By default the stan-math library is not thread safe which is due to the requirement that the autodiff stack uses a global autodiff tape which records all operations of functions being evaluated. Starting with version 2.18 of stan-math threading support can be switched on using the compile-time switch STAN_THREADS. Defining this variable at compile time can be achieved by adding to make/local

CXXFLAGS += -DSTAN_THREADS

Once this is set stan-math will use the C++11 thread_local facility such that the autodiff stack is maintained per thread and not anymore globally. This allows the use of autodiff in a threaded application as this enables the calculation of the derivatives of a function inside a thread (the function itself may not use threads). Only if the function to be evaluated is composed of independent tasks it maybe possible to evaluate derivatives of a function in a threaded approach. An example of a threaded gradient evaluation is the map_rect function in stan-math.

In addition to making stan-math thread safe this also turns on parallel execution support of the map_rect function.
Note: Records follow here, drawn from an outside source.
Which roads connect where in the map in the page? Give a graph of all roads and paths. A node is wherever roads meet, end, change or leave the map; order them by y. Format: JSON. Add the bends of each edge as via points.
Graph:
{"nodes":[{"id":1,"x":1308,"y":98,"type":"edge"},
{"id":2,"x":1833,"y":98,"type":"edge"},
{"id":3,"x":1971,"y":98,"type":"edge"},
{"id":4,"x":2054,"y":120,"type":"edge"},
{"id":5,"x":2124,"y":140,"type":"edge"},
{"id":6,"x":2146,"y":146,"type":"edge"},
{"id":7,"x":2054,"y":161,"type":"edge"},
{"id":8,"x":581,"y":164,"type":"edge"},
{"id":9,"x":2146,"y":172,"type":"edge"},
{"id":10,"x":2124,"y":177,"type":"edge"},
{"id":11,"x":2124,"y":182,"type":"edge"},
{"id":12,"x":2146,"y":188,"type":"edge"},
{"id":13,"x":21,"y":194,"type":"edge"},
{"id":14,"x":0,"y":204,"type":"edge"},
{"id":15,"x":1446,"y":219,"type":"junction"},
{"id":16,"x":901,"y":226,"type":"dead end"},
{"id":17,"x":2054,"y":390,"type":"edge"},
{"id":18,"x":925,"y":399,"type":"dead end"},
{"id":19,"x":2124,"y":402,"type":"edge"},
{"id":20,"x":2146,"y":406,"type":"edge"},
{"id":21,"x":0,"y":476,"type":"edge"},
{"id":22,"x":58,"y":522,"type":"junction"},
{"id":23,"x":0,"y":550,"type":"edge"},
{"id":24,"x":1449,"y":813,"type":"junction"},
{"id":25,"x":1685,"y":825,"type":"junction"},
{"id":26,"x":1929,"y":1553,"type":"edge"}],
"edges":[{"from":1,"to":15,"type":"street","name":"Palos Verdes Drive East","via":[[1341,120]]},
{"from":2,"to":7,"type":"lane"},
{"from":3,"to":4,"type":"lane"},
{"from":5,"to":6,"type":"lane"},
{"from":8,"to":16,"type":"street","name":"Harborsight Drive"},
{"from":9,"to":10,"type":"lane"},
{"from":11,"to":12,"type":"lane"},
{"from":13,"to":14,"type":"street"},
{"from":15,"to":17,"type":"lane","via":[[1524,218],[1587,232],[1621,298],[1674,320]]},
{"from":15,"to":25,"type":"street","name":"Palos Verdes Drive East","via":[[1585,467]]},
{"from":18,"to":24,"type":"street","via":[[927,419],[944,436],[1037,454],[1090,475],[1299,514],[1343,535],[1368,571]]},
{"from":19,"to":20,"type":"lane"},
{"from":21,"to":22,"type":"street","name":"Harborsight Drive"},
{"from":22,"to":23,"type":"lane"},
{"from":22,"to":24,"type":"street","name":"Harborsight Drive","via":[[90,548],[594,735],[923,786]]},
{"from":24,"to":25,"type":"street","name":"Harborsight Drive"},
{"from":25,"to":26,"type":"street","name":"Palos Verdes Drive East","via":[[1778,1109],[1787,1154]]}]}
Currently, the maximal number of threads being used by the function is controlled by the environment variable STAN_NUM_THREADS at runtime. Setting this variable to a positive integer number defines the maximal number of threads being used. In case the variable is set to the special value of -1 this requests that as many threads as physical cores are being used. If the variable is not set a single thread is used. Any illegal value (not an integer, zero, other negative) will cause an exception to be thrown.

Intel Threading Building Blocks

The Intel TBB library is used in stan-math since version 2.21.0. The Intel TBB library uses a threadpool internally and distributes work through a task-based approach. The tasks are dispatched to the threadpool via a the Intel TBB work-stealing scheduler. For example, whenever threading is enabled via STAN_THREADS the map_rect function in stan-math will use the tbb::parallel_for of the TBB. This will execute the work chunks given to map_rect with scheduling and thus load-balance CPU core utilization.

By default stan-math builds only the main tbb library by defining the makefile variable

TBB_LIBRARIES=tbb

The Intel TBB provides in addition to the main library memory allocators which are specifically designed to speedup threaded programs. These speedups have so far only been observed on MacOS systems for Stan programs such that on MacOS the default is set to

TBB_LIBRARIES=tbb tbbmalloc tbbmalloc_proxy

Users may override the default choices by defining TBB_LIBRARIES in the make/local file manually. Please refer to the pull request which merged the Intel TBB for further details on the performance evaluations.

Requirements

Threading support requires a fully C++11 compliant compiler which has a working thread_local implementation. Below you find for each operating system what is known to work. Known to work configurations refers to run successfully by developers.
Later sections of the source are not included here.